> **WHAT YOU SHOULD DO**
Reproduce every entry word for word. Drop all pictures from the copy.

> **RECORDED INFORMATION**
=== Section Start ===
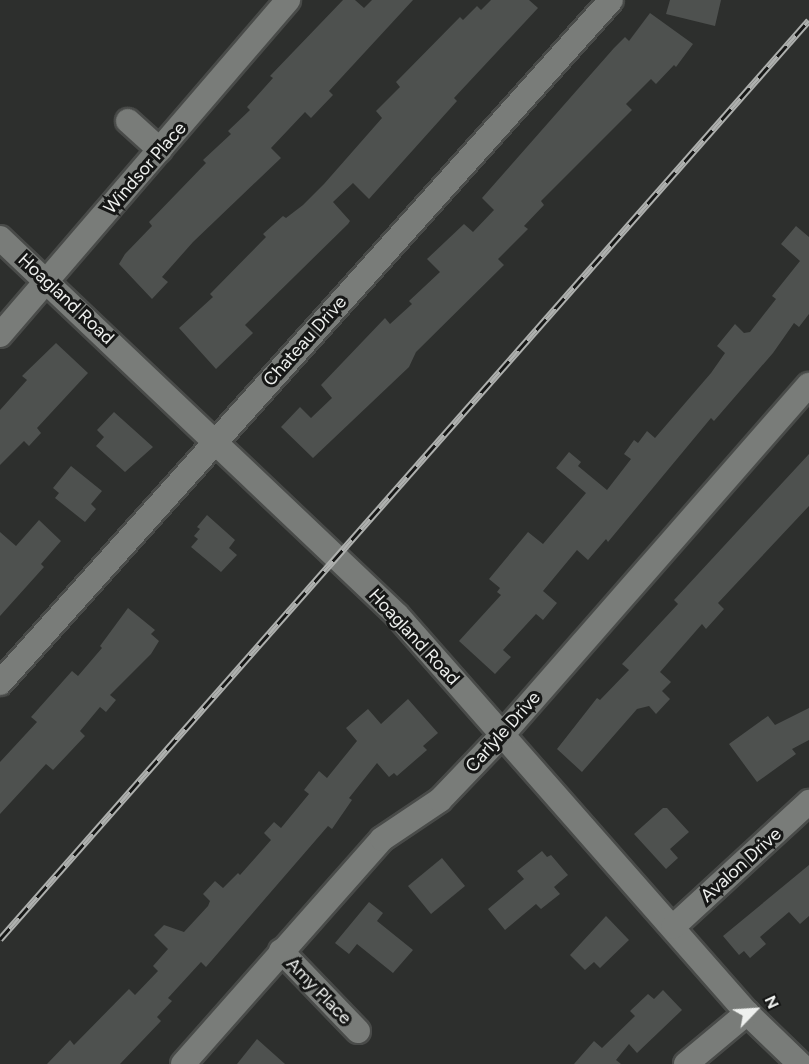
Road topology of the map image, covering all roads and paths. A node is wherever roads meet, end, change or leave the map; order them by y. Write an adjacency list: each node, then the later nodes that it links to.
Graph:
1 (288, 0): 4 (street, Windsor Place)
2 (611, 0): 9 (street, Chateau Drive)
3 (128, 121): 4 (street)
4 (160, 150): 6 (street, Windsor Place)
5 (0, 238): 6 (street, Hoagland Road)
6 (48, 282): 7 (street, Windsor Place); 9 (street, Hoagland Road)
7 (0, 335)
8 (809, 385): 11 (street, Carlyle Drive)
9 (217, 440): 10 (street, Chateau Drive); 11 (street, Hoagland Road)
10 (0, 683)
11 (503, 734): 13 (street, Hoagland Road); 14 (street, Carlyle Drive)
12 (809, 802): 13 (street, Avalon Drive)
13 (673, 927): 15 (street, Hoagland Road)
14 (281, 951): 16 (street, Amy Place); 17 (street, Carlyle Drive)
15 (747, 1013): 18 (street); 19 (street, Hoagland Road)
16 (358, 1031)
17 (183, 1064)
18 (686, 1064)
19 (800, 1064)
=== Section End ===
> **ANSWER BOX**
Road topology of the map image, covering all roads and paths. A node is wherever roads meet, end, change or leave the map; order them by y. Write an adjacency list: each node, then the later nodes that it links to.
Graph:
1 (288, 0): 4 (street, Windsor Place)
2 (611, 0): 9 (street, Chateau Drive)
3 (128, 121): 4 (street)
4 (160, 150): 6 (street, Windsor Place)
5 (0, 238): 6 (street, Hoagland Road)
6 (48, 282): 7 (street, Windsor Place); 9 (street, Hoagland Road)
7 (0, 335)
8 (809, 385): 11 (street, Carlyle Drive)
9 (217, 440): 10 (street, Chateau Drive); 11 (street, Hoagland Road)
10 (0, 683)
11 (503, 734): 13 (street, Hoagland Road); 14 (street, Carlyle Drive)
12 (809, 802): 13 (street, Avalon Drive)
13 (673, 927): 15 (street, Hoagland Road)
14 (281, 951): 16 (street, Amy Place); 17 (street, Carlyle Drive)
15 (747, 1013): 18 (street); 19 (street, Hoagland Road)
16 (358, 1031)
17 (183, 1064)
18 (686, 1064)
19 (800, 1064)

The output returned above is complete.